Rianti meradang mendengar penuturan Dimas. Memang, apa yang disampaikan polisi muda itu benar-benar tepat sasaran. Ia seolah tak berkutik, bingung harus membuat pembelaan seperti apa. Ia merasa seperti ditelanjangi di depan para penghuni rumah yang menatapnya dengan sinis. Ia sadar, ia tak punya alasan apa pun untuk mengelak dari segala tuduhan Dimas. Tak lama kemudian, ia berdiri.


Semua bergidik mendengar pengakuan Rianti. Mereka tak menyangka bahwa sosok Rianti adalah seorang yang berdarah dingin dan berbahaya. Terutama Henry. Ia merasa sangat terpukul, karena selama menikah dengan perempuan itu, ia tak dapat mengenalinya dengan baik. Ia sama sekali tak menyangka perempuan yang bertahun-tahun ia nikahi tak lebih adalah seorang monster betina yang sangat keji. Ia hanya bisa terdiam menggertakan rahang, menahan perih yang menyayat hati.


"Kalau begitu semua sudah jelas Rianti. Kamu sadar, perbuatanmu itu harus dipertanggungjawabkan. Kamu boleh membela diri saat di pengadilan nanti, tetapi kami harus mengamankanmu terlebih dahulu! Hardy! Toni!"


Dimas memanggil dua polisi yang bertugas menjaga rumah isolasi itu. Keduanya segera sigap, memegang tangan Rianti, lalu menguncinya dengan borgol. Tak ada perlawanan dari Rianti sedikit pun, tetapi terlihat ia sedang merancang sesuatu di otaknya. Parasnya terdiam tanpa ekspresi, sementara anggota penghuni rumah lain menatapnya penuh amarah. Ammar dan Reno merasa sangat puas dengan penangkapan itu. Reno bisa bernapas lega, karena akhirnya kasus ini terkuak juga.


"Bawa dia ke kantor polisi malam ini juga! Kami harus menyelesaikan segala urusan di sini, dan baru besok kami akan kembali ke kota. Nah, malam ini kalian semua bisa tidur dengan tenang!" ucap Dimas sambil menebar pandangan ke semua penghuni rumah isolasi yang lain.


"Kurasa tak semudah itu. Aku ... aku masih terpukul dengan semua ini," gumam Laura sambil menggeleng.
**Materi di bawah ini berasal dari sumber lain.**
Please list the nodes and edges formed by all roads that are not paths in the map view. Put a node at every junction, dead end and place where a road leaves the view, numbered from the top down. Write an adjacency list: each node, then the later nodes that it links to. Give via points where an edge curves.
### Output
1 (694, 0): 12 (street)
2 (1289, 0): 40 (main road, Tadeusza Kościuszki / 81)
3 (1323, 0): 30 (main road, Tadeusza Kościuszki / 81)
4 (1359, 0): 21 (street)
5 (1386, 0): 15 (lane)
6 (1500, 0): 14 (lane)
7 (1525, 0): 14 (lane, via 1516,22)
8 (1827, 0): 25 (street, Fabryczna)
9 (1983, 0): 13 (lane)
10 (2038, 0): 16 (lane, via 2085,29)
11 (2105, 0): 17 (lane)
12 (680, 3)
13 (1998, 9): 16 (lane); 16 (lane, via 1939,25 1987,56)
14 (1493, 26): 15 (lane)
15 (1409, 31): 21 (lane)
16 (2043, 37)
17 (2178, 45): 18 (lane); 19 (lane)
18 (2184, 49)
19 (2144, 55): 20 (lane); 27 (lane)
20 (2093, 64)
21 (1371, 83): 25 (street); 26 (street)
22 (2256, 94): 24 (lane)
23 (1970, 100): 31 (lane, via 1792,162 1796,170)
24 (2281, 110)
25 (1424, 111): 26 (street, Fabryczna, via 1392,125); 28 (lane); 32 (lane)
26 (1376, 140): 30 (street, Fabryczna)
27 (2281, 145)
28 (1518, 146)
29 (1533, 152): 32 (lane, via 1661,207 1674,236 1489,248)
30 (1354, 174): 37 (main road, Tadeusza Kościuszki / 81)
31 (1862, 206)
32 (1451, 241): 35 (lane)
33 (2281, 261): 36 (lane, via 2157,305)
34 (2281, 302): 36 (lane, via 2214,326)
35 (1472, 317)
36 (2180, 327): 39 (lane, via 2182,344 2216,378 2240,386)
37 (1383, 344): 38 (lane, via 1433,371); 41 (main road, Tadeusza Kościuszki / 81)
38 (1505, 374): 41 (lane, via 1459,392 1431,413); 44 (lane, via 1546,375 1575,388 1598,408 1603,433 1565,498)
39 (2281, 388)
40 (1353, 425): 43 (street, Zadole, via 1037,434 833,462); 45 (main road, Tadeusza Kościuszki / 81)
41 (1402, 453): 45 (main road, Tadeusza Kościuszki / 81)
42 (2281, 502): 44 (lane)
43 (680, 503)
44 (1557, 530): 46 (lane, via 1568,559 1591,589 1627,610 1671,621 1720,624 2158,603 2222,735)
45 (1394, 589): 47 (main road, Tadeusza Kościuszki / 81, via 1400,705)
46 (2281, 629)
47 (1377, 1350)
Semua juga merasakan hal yang sama. Kejadian penangkapan Rianti terjadi begitu tiba-tiba. Perempuan itu segera dibawa keluar rumah isolasi dalam keadaan terborgol, siap dipindah ke kantor polisi. Sorot mata Rianti menatap kosong seperti ada sesuatu yang bergejolak dalam otaknya. Jelas ia tak akan menyerah begitu saja.